BEGIN Source information

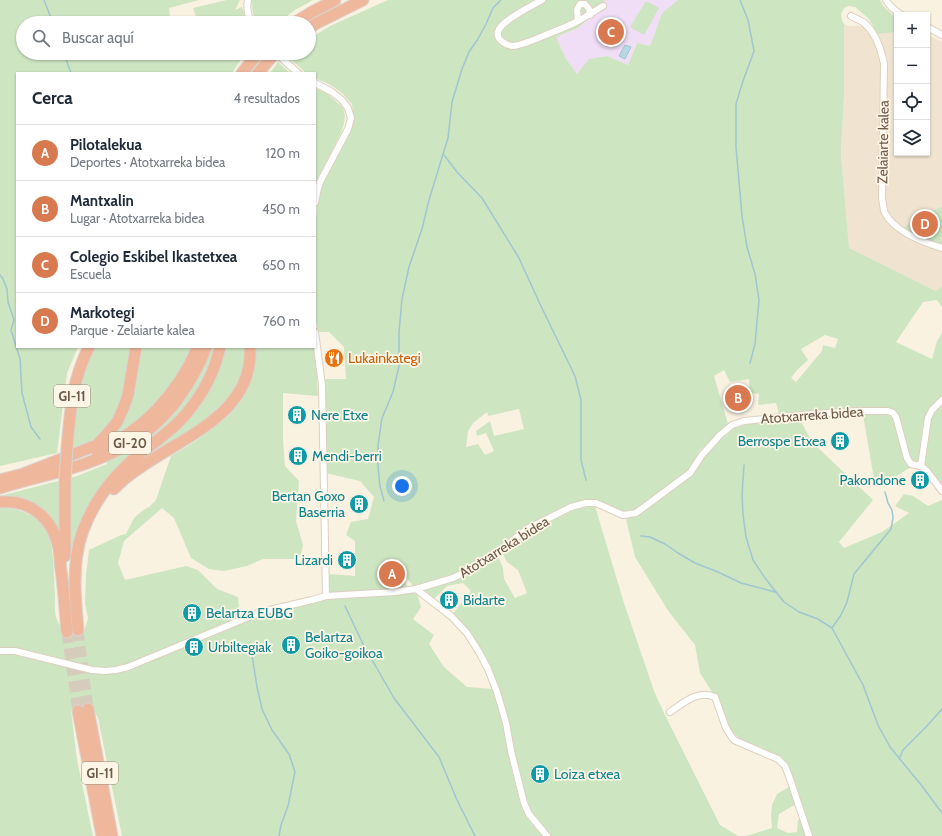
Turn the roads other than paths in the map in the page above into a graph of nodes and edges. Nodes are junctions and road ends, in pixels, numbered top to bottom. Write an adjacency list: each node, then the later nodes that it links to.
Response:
1 (248, 0): 9 (street)
2 (335, 0): 10 (highway)
3 (363, 0): 13 (highway)
4 (542, 0): 12 (street)
5 (886, 0): 7 (street)
6 (603, 6): 8 (street)
7 (897, 12)
8 (590, 15): 12 (street); 12 (street)
9 (248, 16)
10 (305, 16)
11 (851, 16): 24 (street, Zelaiarte kalea)
12 (578, 21)
13 (316, 24)
14 (930, 29): 15 (street)
15 (942, 35)
16 (252, 60): 19 (highway)
17 (270, 60): 20 (highway)
18 (284, 60): 21 (street)
19 (243, 72)
20 (259, 72)
21 (297, 72)
22 (316, 84): 23 (street)
23 (316, 198)
24 (942, 248)
25 (316, 340): 42 (street)
26 (88, 348): 41 (highway, GI-11, bridge)
27 (136, 348): 34 (highway)
28 (198, 348): 34 (highway, GI-20)
29 (206, 348): 36 (highway, GI-20)
30 (220, 348): 39 (highway, GI-11)
31 (250, 348): 39 (highway)
32 (942, 400): 33 (street)
33 (921, 466): 37 (street); 40 (street, Atotxarreka bidea)
34 (20, 475): 35 (highway, GI-20)
35 (0, 480)
36 (0, 488)
37 (942, 491)
38 (0, 502): 41 (highway)
39 (81, 537): 41 (highway, GI-11)
40 (416, 588): 42 (street, Atotxarreka bidea); 47 (street)
41 (64, 596)
42 (326, 596): 43 (street, Atotxarreka bidea)
43 (0, 651)
44 (670, 712): 48 (street)
45 (102, 836): 46 (highway, GI-11)
46 (112, 836)
47 (547, 836)
48 (809, 836)

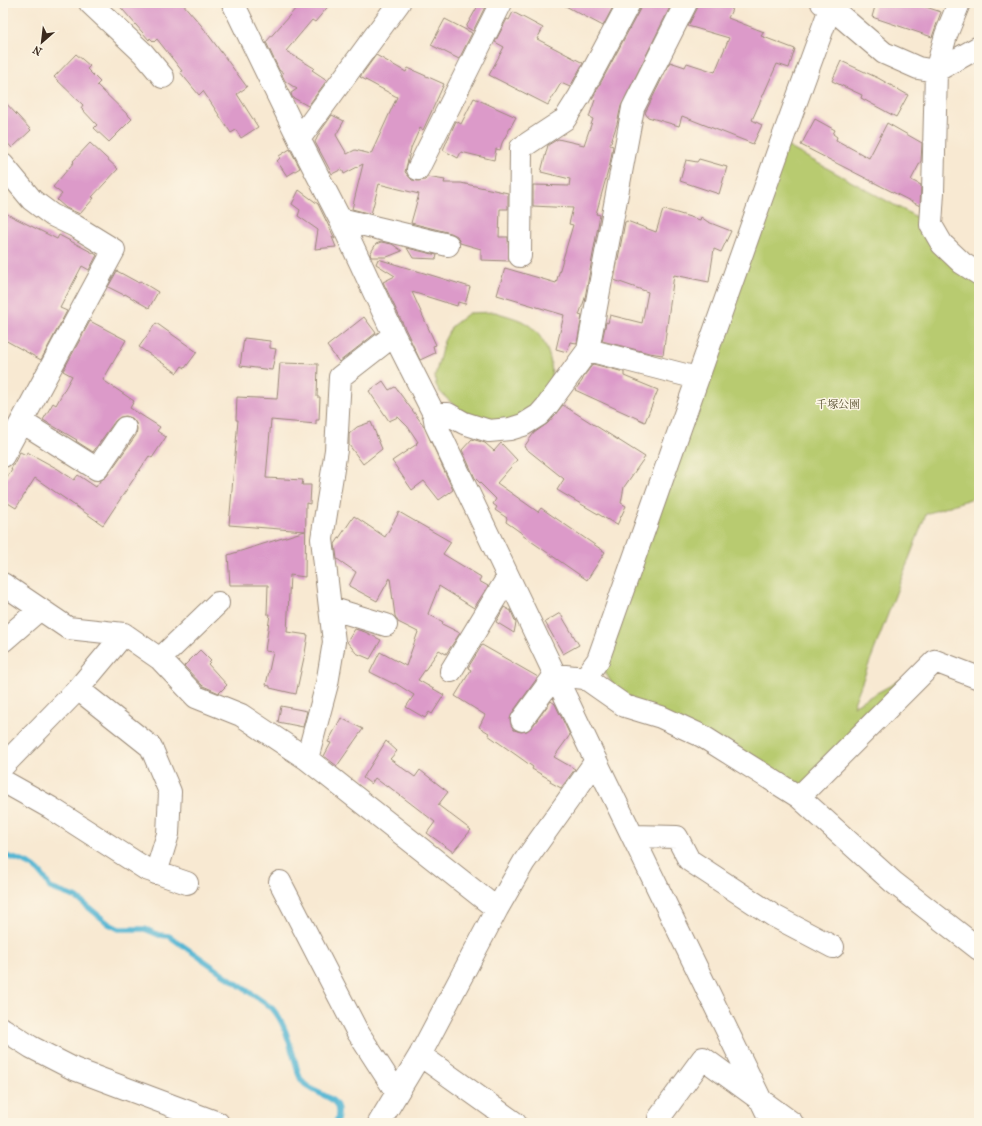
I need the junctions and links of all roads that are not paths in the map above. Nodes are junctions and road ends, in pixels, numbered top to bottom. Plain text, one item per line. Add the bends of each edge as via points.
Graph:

END Source information

The line containing "I need the junctions" and every line after it, through the end of the records above: output exactly those, and nothing else.

- **Your response**:
I need the junctions and links of all roads that are not paths in the map above. Nodes are junctions and road ends, in pixels, numbered top to bottom. Plain text, one item per line. Add the bends of each edge as via points.
Graph:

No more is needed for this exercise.